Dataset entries
***

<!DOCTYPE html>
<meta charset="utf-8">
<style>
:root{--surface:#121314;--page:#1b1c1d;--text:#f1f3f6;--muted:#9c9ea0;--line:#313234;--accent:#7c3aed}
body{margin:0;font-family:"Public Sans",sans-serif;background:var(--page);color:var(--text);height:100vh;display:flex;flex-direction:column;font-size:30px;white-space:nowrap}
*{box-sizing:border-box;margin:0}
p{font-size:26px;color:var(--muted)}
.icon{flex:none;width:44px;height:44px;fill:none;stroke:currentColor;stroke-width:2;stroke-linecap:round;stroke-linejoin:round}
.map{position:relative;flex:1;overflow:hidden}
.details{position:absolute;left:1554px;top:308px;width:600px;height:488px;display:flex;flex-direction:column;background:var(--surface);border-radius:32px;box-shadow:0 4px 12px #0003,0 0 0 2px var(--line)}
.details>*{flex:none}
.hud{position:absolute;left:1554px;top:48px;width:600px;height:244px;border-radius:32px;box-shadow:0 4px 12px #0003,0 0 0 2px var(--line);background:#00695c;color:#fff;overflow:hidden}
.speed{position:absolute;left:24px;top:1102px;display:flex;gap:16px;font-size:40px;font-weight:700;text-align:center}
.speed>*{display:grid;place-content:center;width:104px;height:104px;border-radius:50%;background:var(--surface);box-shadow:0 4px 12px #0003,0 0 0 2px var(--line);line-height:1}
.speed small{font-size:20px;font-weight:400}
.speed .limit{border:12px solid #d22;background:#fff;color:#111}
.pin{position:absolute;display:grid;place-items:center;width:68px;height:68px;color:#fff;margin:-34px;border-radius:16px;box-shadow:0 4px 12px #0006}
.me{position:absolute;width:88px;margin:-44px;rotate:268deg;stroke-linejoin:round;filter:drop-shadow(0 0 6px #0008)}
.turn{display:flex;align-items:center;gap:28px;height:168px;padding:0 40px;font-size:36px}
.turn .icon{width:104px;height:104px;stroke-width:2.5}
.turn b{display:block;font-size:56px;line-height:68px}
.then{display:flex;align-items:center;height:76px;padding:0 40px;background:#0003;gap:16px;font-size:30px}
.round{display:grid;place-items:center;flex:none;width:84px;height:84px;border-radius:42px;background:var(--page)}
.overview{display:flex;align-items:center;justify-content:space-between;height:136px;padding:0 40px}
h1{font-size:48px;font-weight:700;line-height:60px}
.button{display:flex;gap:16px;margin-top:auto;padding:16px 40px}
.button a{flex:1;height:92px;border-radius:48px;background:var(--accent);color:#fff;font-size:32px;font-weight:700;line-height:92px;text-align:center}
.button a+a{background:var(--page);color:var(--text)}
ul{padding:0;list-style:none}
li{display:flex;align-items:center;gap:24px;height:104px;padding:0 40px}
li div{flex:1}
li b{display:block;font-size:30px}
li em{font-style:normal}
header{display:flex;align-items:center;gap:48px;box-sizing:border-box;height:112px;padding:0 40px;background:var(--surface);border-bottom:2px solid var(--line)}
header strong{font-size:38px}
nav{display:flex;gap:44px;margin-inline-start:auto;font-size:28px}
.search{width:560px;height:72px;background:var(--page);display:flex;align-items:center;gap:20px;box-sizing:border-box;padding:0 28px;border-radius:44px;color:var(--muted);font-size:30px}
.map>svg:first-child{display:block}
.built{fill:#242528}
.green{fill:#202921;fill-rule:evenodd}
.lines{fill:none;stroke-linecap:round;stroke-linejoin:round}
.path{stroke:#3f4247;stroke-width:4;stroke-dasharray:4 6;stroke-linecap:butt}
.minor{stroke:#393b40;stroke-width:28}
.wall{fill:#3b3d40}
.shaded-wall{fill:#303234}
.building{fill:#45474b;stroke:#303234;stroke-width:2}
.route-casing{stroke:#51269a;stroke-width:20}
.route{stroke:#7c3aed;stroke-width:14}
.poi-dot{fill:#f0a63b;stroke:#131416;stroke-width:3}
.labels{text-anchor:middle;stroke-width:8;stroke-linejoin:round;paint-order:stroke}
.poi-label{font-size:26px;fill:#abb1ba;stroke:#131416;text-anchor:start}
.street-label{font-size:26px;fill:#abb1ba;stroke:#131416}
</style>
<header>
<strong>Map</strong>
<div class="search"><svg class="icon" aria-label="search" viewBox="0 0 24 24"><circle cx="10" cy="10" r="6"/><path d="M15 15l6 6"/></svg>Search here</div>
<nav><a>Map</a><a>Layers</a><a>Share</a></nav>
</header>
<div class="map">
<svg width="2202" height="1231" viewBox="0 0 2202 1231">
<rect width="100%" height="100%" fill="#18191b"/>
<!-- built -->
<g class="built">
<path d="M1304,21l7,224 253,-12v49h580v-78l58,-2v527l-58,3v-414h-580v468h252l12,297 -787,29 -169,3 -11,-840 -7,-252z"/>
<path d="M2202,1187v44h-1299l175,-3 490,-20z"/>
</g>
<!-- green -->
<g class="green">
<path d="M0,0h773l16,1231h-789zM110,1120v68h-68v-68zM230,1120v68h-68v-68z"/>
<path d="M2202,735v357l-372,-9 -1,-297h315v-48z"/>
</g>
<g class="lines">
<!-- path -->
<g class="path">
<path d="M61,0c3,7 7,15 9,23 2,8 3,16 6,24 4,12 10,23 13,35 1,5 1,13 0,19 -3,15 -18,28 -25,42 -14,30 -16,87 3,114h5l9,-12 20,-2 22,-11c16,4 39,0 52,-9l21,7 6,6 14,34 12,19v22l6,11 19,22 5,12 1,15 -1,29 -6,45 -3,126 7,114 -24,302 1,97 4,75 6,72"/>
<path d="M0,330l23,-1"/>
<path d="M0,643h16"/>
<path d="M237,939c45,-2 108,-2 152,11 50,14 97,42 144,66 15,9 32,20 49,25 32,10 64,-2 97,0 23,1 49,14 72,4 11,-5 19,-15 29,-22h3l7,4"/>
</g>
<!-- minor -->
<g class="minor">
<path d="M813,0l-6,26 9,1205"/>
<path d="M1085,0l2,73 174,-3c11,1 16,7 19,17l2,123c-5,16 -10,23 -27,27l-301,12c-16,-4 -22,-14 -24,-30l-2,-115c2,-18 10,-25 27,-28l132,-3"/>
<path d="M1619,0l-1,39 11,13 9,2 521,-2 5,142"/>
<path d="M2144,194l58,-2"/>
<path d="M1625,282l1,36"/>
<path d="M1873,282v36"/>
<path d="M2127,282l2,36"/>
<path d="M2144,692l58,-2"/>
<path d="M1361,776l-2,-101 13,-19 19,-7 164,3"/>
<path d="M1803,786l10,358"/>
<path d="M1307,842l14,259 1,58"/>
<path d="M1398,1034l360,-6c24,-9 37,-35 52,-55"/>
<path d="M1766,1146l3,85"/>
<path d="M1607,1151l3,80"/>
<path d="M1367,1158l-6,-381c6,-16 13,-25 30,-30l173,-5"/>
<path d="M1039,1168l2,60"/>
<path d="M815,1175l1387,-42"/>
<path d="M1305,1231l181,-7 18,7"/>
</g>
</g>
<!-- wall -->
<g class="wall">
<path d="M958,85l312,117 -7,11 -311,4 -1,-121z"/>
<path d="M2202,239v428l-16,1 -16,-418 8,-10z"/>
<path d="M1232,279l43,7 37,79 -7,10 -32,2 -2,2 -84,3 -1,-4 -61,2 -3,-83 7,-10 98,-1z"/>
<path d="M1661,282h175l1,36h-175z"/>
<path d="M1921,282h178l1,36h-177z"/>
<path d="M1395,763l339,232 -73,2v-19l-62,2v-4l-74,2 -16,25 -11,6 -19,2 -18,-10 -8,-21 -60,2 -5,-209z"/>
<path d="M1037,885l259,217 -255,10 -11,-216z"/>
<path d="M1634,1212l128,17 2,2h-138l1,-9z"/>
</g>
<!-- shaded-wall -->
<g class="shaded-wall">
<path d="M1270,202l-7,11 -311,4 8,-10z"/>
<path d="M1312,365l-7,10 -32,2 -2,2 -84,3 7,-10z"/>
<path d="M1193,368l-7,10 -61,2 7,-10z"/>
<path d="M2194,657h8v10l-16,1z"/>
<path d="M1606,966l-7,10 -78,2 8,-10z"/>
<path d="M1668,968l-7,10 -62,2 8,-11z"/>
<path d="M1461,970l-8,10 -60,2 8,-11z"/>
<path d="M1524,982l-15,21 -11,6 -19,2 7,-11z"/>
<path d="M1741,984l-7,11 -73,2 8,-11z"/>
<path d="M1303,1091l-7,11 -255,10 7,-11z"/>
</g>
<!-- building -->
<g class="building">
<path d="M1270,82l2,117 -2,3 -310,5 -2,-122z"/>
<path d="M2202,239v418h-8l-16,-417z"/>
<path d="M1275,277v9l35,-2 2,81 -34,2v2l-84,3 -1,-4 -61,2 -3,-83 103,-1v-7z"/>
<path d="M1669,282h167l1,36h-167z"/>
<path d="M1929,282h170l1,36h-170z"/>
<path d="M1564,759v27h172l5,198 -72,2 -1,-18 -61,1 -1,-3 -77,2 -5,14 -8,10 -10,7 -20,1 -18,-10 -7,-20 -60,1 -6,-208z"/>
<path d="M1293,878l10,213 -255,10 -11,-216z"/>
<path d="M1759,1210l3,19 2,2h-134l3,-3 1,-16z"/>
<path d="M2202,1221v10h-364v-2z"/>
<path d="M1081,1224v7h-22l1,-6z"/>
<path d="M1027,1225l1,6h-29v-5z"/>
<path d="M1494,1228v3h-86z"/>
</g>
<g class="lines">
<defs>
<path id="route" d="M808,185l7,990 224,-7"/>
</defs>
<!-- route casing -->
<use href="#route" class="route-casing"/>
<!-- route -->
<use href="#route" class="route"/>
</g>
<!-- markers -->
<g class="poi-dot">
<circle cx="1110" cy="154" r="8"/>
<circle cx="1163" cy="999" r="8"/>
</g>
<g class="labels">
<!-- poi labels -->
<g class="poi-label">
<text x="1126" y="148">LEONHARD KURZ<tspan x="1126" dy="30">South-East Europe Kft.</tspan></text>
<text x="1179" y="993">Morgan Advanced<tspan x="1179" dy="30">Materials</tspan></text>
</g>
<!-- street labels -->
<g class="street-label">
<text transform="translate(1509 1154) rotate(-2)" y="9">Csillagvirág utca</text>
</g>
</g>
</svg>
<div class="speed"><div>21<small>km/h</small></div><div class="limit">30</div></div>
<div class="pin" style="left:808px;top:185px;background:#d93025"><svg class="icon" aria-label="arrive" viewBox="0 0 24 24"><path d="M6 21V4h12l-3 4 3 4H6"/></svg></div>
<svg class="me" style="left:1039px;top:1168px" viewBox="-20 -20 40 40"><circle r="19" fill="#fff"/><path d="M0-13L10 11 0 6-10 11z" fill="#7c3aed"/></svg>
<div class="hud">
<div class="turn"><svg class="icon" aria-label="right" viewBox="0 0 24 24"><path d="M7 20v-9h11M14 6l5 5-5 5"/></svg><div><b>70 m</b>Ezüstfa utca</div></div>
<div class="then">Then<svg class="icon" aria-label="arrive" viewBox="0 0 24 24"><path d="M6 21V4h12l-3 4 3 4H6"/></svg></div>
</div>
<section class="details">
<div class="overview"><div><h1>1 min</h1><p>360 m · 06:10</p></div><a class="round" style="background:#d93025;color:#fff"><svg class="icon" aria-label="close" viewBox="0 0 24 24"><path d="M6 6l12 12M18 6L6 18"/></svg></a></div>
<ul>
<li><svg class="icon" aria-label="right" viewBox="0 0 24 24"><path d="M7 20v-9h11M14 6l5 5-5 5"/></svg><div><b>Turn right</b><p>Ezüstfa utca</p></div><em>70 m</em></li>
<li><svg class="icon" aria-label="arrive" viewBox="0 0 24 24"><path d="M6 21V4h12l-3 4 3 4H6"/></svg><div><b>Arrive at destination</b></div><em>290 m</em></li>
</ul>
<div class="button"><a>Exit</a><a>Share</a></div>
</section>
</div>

***

### Problem details
What lines in the data above carry "limit"? Return them all.

### Written solution
.speed .limit{border:12px solid #d22;background:#fff;color:#111}
<div class="speed"><div>21<small>km/h</small></div><div class="limit">30</div></div>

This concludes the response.